The Shakers formed in the middle of the 1700’s and moved to the United States in 1774. So, at the time of “The Simple Murder” in 1795 they were already established and rapidly growing. During the mid- nineteenth century the Shakers numbered between 4,000 and 5,000 members living in 19 communities that stretched from Maine to Kentucky. Several of these remain as museums. The converted community in Hancock, Mass has interpretive guides after the Williamsburg model: www.hancockshakervillage.org. Today, there are still three living Shakers residing in the Sabbathday Lake community near Auburn, Maine.
The more formal name for the Shakers, which they gave themselves, was United Society of Believers in Christ’s Second Appearing, or the Believers for short, but they were called The Shaking Quakers for the dancing, singing and twirling in their services. They also called their Church the Millennium Church since they expected their Church to last a thousand years.
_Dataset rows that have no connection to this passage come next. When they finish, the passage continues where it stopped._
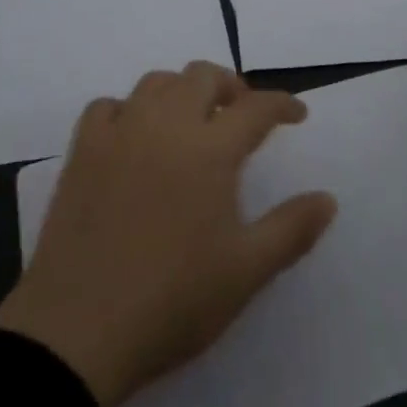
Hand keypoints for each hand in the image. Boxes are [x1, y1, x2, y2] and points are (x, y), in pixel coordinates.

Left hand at [0, 62, 337, 406]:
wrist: (78, 329)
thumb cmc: (173, 300)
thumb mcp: (246, 272)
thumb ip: (292, 229)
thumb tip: (328, 198)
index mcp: (209, 149)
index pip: (255, 108)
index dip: (282, 104)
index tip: (297, 114)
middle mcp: (165, 125)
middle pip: (202, 76)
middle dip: (231, 86)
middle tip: (242, 114)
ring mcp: (119, 133)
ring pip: (155, 82)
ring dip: (181, 90)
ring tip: (191, 120)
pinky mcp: (82, 151)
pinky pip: (107, 107)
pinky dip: (128, 109)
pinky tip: (133, 136)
From the very beginning women played a significant role in the formation and shape of the sect. Ann Lee, who joined in 1758, claimed revelations regarding the fall of Adam and Eve, and preached celibacy. She became a highly influential and revered leader, called Mother Ann by her followers. Many of her admonitions became part of the Shaker canon.
“Good spirits will not live where there is dirt.”
“Do your work as though you had a thousand years to live and as if you were to die tomorrow.”